Making its harmonia mundi début, New York-based Ensemble Signal performs Steve Reich’s 'Music for 18 Musicians', a seminal masterpiece and the breakthrough composition of a pioneering composer who changed the course of 20th-century music.
'Music for 18 Musicians' is approximately 55 minutes long. The first sketches were made for it in May 1974 and it was completed in March 1976. Although its steady pulse and rhythmic energy relate to many of my earlier works, its instrumentation, structure and harmony are new. In his introduction to the score, Reich mentions that although the piece is named 'Music for 18 Musicians', it is not necessarily advisable to perform the piece with that few players due to the extensive doubling it requires. The structure of 'Music for 18 Musicians' is based on a cycle of eleven chords played at the very beginning of the piece and repeated at the end. All the instruments and voices play or sing the pulsating notes with each chord. Instruments like the strings which do not have to breathe nevertheless follow the rise and fall of the breath by following the breathing patterns of the bass clarinet. Each chord is held for the duration of two breaths, and the next chord is gradually introduced, and so on, until all eleven are played and the ensemble returns to the first chord.
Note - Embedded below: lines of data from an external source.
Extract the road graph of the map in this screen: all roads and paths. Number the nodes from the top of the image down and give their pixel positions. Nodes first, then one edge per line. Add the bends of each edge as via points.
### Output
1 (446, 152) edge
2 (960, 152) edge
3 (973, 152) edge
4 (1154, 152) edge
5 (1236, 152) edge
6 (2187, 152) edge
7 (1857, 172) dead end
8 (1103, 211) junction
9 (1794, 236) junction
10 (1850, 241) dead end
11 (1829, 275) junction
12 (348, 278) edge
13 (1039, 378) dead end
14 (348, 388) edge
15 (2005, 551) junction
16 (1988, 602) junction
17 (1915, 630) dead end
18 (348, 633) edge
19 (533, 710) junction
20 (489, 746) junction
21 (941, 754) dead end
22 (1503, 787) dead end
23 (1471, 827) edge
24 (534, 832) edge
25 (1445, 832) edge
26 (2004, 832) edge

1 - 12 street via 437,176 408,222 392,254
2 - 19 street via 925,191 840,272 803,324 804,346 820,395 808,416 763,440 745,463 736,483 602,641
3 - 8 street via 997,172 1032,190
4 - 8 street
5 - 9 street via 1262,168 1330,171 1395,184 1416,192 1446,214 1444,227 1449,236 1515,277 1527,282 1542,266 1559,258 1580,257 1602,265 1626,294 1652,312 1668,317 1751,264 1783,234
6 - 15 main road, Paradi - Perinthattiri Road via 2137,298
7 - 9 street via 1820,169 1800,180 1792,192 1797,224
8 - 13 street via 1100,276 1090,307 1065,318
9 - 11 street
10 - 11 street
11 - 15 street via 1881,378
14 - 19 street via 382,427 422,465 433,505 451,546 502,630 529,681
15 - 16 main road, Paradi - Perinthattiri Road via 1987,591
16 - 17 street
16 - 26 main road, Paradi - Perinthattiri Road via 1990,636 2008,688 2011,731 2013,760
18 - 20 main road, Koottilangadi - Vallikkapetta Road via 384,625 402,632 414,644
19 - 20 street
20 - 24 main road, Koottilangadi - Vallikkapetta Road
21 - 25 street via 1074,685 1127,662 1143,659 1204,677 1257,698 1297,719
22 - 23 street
Ensemble Signal, described by the New York Times as “one of the most vital groups of its kind,” is a NY-based ensemble founded in 2008, dedicated to offering the broadest possible audience access to a diverse range of contemporary works through performance, commissioning, recording and education. Recent highlights have included a headliner performance of Steve Reich’s 'Music for 18 Musicians' and 'Radio Rewrite' at the 2014 BIG EARS Festival in Knoxville, TN, and performing in the 2013 Lincoln Center Festival’s production of 'Monkey: Journey to The Wes't, with music by Damon Albarn, directed by Chen Shi-Zheng. Upcoming highlights include the co-commission of a new work for large ensemble by Steve Reich, to be premiered in 2016-17 and the performance of Steve Reich’s video opera 'Three Tales', as well as David Lang, Michael Gordon, and Julia Wolfe’s video opera Shelter, on the LA Philharmonic’s series at Walt Disney Concert Hall in May 2015.